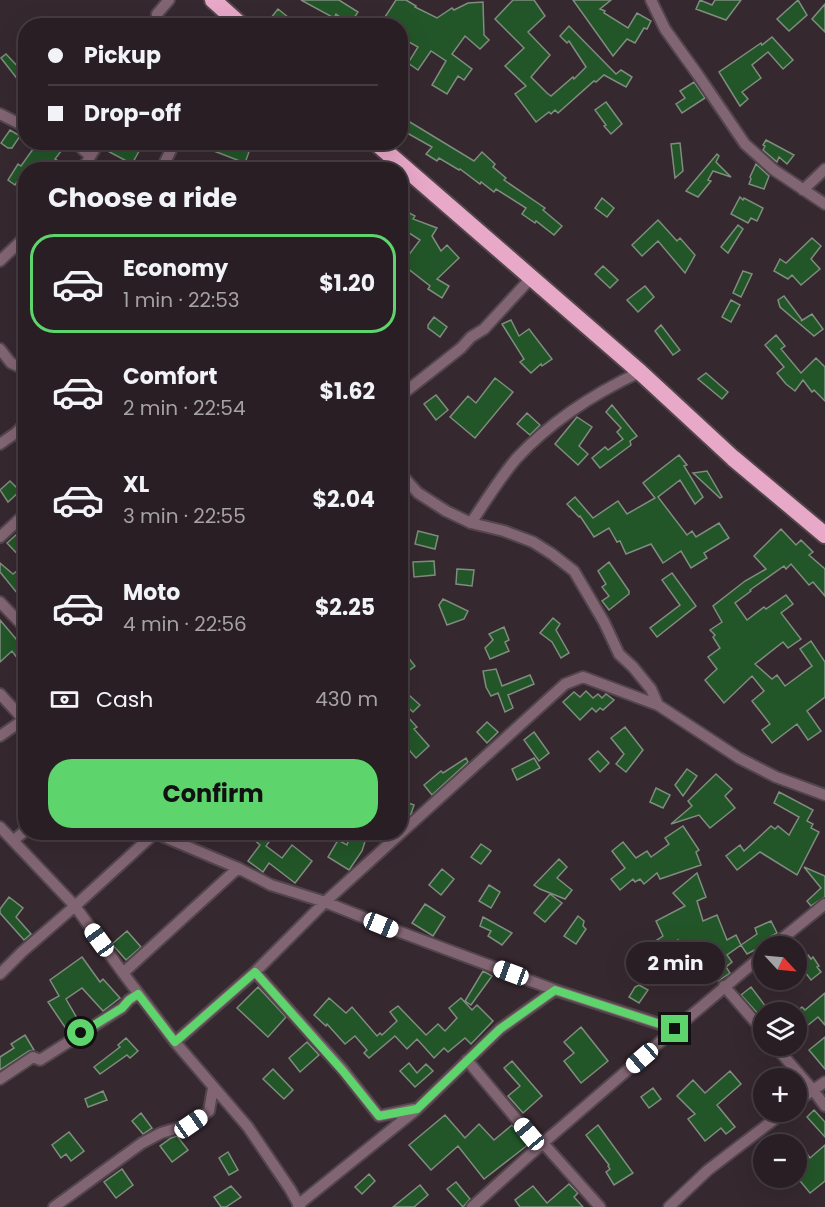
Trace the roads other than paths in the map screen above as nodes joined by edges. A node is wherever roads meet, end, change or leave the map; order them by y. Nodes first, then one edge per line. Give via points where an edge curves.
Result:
1 (169, 0) edge
2 (213, 0) edge
3 (651, 0) edge
4 (156, 18) edge
5 (233, 18) edge
6 (0, 114) edge
7 (18, 123) edge
8 (84, 150) edge
9 (94, 150) edge
10 (384, 150) edge
11 (90, 156) junction
12 (86, 162) edge
13 (398, 162) edge
14 (825, 169) edge
15 (408, 171) edge
16 (803, 190) junction
17 (825, 204) edge
18 (18, 244) edge
19 (0, 261) edge
20 (531, 278) junction
21 (0, 349) edge
22 (18, 366) edge
23 (640, 372) junction
24 (408, 390) edge
25 (17, 432) edge
26 (0, 444) edge
27 (408, 482) edge
28 (18, 520) edge
29 (471, 523) junction
30 (825, 535) edge
31 (0, 537) edge
32 (0, 602) edge
33 (18, 621) edge
34 (0, 694) edge
35 (658, 705) junction
36 (18, 712) edge
37 (18, 724) edge
38 (0, 736) edge
39 (825, 795) edge
40 (0, 827) edge
41 (408, 827) edge
42 (18, 837) edge
43 (14, 840) junction
44 (147, 840) edge
45 (172, 840) edge
46 (393, 840) edge
47 (238, 868) junction
48 (325, 902) junction
49 (825, 904) edge
50 (75, 906) junction
51 (785, 936) edge
52 (753, 963) edge
53 (255, 972) junction
54 (123, 973) junction
55 (0, 974) edge
56 (724, 986) junction
57 (555, 990) junction
58 (138, 994) junction
59 (753, 1019) edge
60 (675, 1029) junction
61 (175, 1042) junction
62 (784, 1056) edge
63 (467, 1060) junction
64 (0, 1079) edge
65 (825, 1082) edge
66 (213, 1088) junction
67 (813, 1090) junction
68 (807, 1094) edge
69 (825, 1106) edge
70 (417, 1109) junction
71 (771, 1122) edge
72 (543, 1143) junction
73 (299, 1206) edge
74 (54, 1207) edge
75 (472, 1207) edge
76 (600, 1207) edge
77 (669, 1207) edge

1 - 4 street
2 - 5 highway
3 - 16 street via 665,29 745,144
6 - 7 street
8 - 11 street
9 - 11 street
10 - 13 highway
11 - 12 street
14 - 16 street
15 - 20 highway
16 - 17 street
18 - 19 street
20 - 23 highway
20 - 24 street via 484,329
21 - 22 street
23 - 29 street via 563,418 528,447
23 - 30 highway via 733,458
25 - 26 street
27 - 29 street via 418,493
28 - 31 street
29 - 35 street via 532,542 574,571 619,654 651,689
32 - 33 street
34 - 36 street
35 - 39 street via 776,777
35 - 41 street via 583,677 566,684
37 - 38 street
40 - 43 street
42 - 43 street
43 - 50 street
44 - 50 street
45 - 47 street
46 - 48 street
47 - 48 street via 271,885
47 - 54 street
48 - 53 street
48 - 57 street
49 - 51 street
50 - 54 street
50 - 55 street
52 - 56 street
53 - 61 street
53 - 70 street via 379,1116
54 - 58 street
56 - 59 street
56 - 60 street
57 - 60 street
57 - 63 street via 500,1029
58 - 61 street
58 - 64 street via 40,1060 33,1057
60 - 72 street
61 - 66 street
62 - 67 street
63 - 70 street
63 - 72 street via 529,1134
65 - 67 street
66 - 73 street via 248,1127
66 - 74 street via 209,1111 191,1124 161,1132 142,1143
67 - 68 street
67 - 69 street
70 - 73 street
71 - 77 street via 708,1170
72 - 75 street
72 - 76 street

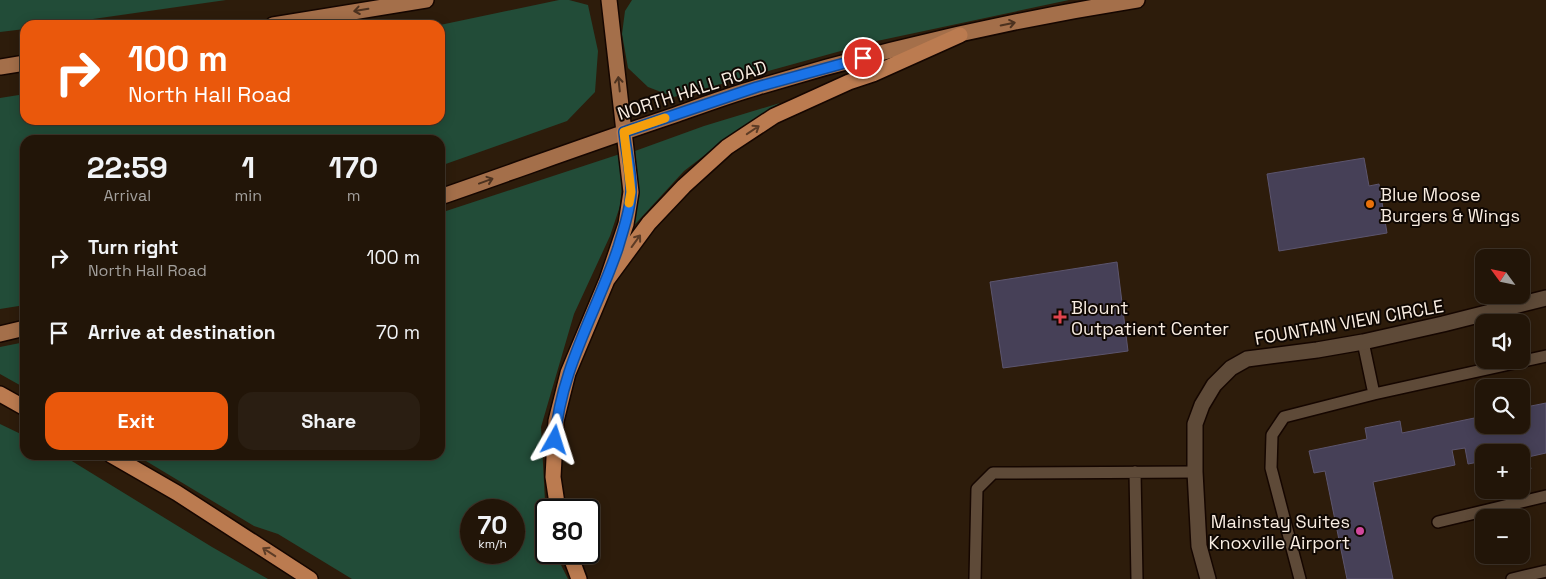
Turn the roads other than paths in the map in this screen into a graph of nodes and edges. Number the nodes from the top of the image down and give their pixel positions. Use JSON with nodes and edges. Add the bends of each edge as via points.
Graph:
{"nodes":[{"id":1,"x":426,"y":0,"type":"edge"},
{"id":2,"x":609,"y":0,"type":"edge"},
{"id":3,"x":1137,"y":0,"type":"edge"},
{"id":4,"x":304,"y":20,"type":"edge"},
{"id":5,"x":960,"y":35,"type":"junction"},
{"id":6,"x":20,"y":64,"type":"edge"},
{"id":7,"x":0,"y":67,"type":"edge"},
{"id":8,"x":624,"y":132,"type":"junction"},
{"id":9,"x":445,"y":196,"type":"edge"},
{"id":10,"x":607,"y":280,"type":"junction"},
{"id":11,"x":1546,"y":298,"type":"edge"},
{"id":12,"x":20,"y":329,"type":"edge"},
{"id":13,"x":0,"y":334,"type":"edge"},
{"id":14,"x":1363,"y":342,"type":"junction"},
{"id":15,"x":1546,"y":356,"type":"edge"},
{"id":16,"x":0,"y":394,"type":"edge"},
{"id":17,"x":1374,"y":394,"type":"junction"},
{"id":18,"x":20,"y":405,"type":"edge"},
{"id":19,"x":120,"y":460,"type":"edge"},
{"id":20,"x":1135,"y":472,"type":"junction"},
{"id":21,"x":1194,"y":472,"type":"junction"},
{"id":22,"x":1546,"y":496,"type":"edge"},
{"id":23,"x":556,"y":499,"type":"edge"},
{"id":24,"x":1438,"y":522,"type":"dead end"},
{"id":25,"x":573,"y":564,"type":"edge"},
{"id":26,"x":1546,"y":570,"type":"edge"},
{"id":27,"x":310,"y":579,"type":"edge"},
{"id":28,"x":579,"y":579,"type":"edge"},
{"id":29,"x":975,"y":579,"type":"edge"},
{"id":30,"x":1137,"y":579,"type":"edge"},
{"id":31,"x":1208,"y":579,"type":"edge"},
{"id":32,"x":1300,"y":579,"type":"edge"},
{"id":33,"x":1512,"y":579,"type":"edge"}],
"edges":[{"from":1,"to":4,"type":"main road","one_way":true},
{"from":8,"to":2,"type":"main road","one_way":true},
{"from":5,"to":3,"type":"main road","name":"NORTH HALL ROAD","one_way":true,"via":[[1077,9]]},
{"from":5,"to":8,"type":"main road","name":"NORTH HALL ROAD","via":[[757,87]]},
{"from":10,"to":5,"type":"highway","one_way":true,"via":[[649,223],[727,147],[774,116]]},
{"from":6,"to":7,"type":"main road"},
{"from":9,"to":8,"type":"main road","name":"NORTH HALL ROAD","one_way":true},
{"from":8,"to":10,"type":"highway","via":[[631,192],[626,224]]},
{"from":10,"to":23,"type":"highway","via":[[568,373],[556,421],[553,477]]},
{"from":11,"to":14,"type":"street","name":"FOUNTAIN VIEW CIRCLE"},
{"from":12,"to":13,"type":"main road"},
{"from":14,"to":17,"type":"lane"},
{"from":14,"to":21,"type":"street","name":"FOUNTAIN VIEW CIRCLE","via":[[1247,359],[1231,368],[1214,385],[1195,424]]},
{"from":15,"to":17,"type":"lane"},
{"from":16,"to":18,"type":"highway"},
{"from":17,"to":32,"type":"lane","via":[[1284,417],[1272,435],[1271,468]]},
{"from":27,"to":19,"type":"highway","one_way":true},
{"from":20,"to":21,"type":"lane"},
{"from":20,"to":29,"type":"lane","via":[[993,473],[977,489]]},
{"from":20,"to":30,"type":"lane"},
{"from":21,"to":31,"type":"street","name":"FOUNTAIN VIEW CIRCLE","via":[[1199,546]]},
{"from":22,"to":24,"type":"lane"},
{"from":25,"to":28,"type":"highway"},
{"from":26,"to":33,"type":"lane"}]}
────────────────────────────────────────
**Problem to solve:** Report each line of the data in which "nodes" occurs.

**Exercise result:**
Trace the roads other than paths in the map screen above as nodes joined by edges. A node is wherever roads meet, end, change or leave the map; order them by y. Nodes first, then one edge per line. Give via points where an edge curves.
Turn the roads other than paths in the map in this screen into a graph of nodes and edges. Number the nodes from the top of the image down and give their pixel positions. Use JSON with nodes and edges. Add the bends of each edge as via points.
{"nodes":[{"id":1,"x":426,"y":0,"type":"edge"},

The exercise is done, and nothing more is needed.